Items from a dataset
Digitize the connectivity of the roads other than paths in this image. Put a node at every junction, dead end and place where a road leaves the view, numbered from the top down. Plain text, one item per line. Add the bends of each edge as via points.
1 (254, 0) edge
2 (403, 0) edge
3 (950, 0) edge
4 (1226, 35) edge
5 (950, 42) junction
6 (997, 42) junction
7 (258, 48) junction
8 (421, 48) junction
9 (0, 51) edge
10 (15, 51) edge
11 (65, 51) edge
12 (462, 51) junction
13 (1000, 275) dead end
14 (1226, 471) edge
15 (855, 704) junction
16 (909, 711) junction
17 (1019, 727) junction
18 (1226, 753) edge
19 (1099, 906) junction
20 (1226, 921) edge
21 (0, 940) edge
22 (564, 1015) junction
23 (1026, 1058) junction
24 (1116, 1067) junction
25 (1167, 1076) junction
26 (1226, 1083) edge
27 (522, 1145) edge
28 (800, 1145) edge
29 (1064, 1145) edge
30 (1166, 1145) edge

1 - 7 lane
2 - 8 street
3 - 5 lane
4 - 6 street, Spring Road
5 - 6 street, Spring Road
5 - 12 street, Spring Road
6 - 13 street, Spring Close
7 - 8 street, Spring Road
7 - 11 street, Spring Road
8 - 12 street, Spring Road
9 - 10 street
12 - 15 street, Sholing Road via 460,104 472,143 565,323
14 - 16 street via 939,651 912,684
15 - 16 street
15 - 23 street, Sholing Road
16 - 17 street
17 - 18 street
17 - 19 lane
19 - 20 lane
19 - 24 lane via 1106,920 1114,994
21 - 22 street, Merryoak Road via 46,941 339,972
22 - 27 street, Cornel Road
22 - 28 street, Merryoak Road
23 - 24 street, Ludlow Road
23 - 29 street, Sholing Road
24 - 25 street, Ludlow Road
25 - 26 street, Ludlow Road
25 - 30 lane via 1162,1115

WORK TO BE COMPLETED
Set down every record once more, exactly as written.

RESPONSE TO THE EXERCISE
Digitize the connectivity of the roads other than paths in this image. Put a node at every junction, dead end and place where a road leaves the view, numbered from the top down. Plain text, one item per line. Add the bends of each edge as via points.
1 (254, 0) edge
2 (403, 0) edge
3 (950, 0) edge
4 (1226, 35) edge
5 (950, 42) junction
6 (997, 42) junction
7 (258, 48) junction
8 (421, 48) junction
9 (0, 51) edge
10 (15, 51) edge
11 (65, 51) edge
12 (462, 51) junction
13 (1000, 275) dead end
14 (1226, 471) edge
15 (855, 704) junction
16 (909, 711) junction
17 (1019, 727) junction
18 (1226, 753) edge
19 (1099, 906) junction
20 (1226, 921) edge
21 (0, 940) edge
22 (564, 1015) junction
23 (1026, 1058) junction
24 (1116, 1067) junction
25 (1167, 1076) junction
26 (1226, 1083) edge
27 (522, 1145) edge
28 (800, 1145) edge
29 (1064, 1145) edge
30 (1166, 1145) edge

1 - 7 lane
2 - 8 street
3 - 5 lane
4 - 6 street, Spring Road
5 - 6 street, Spring Road
5 - 12 street, Spring Road
6 - 13 street, Spring Close
7 - 8 street, Spring Road
7 - 11 street, Spring Road
8 - 12 street, Spring Road
9 - 10 street
12 - 15 street, Sholing Road via 460,104 472,143 565,323
14 - 16 street via 939,651 912,684
15 - 16 street
15 - 23 street, Sholing Road
16 - 17 street
17 - 18 street
17 - 19 lane
19 - 20 lane
19 - 24 lane via 1106,920 1114,994
21 - 22 street, Merryoak Road via 46,941 339,972
22 - 27 street, Cornel Road
22 - 28 street, Merryoak Road
23 - 24 street, Ludlow Road
23 - 29 street, Sholing Road
24 - 25 street, Ludlow Road
25 - 26 street, Ludlow Road
25 - 30 lane via 1162,1115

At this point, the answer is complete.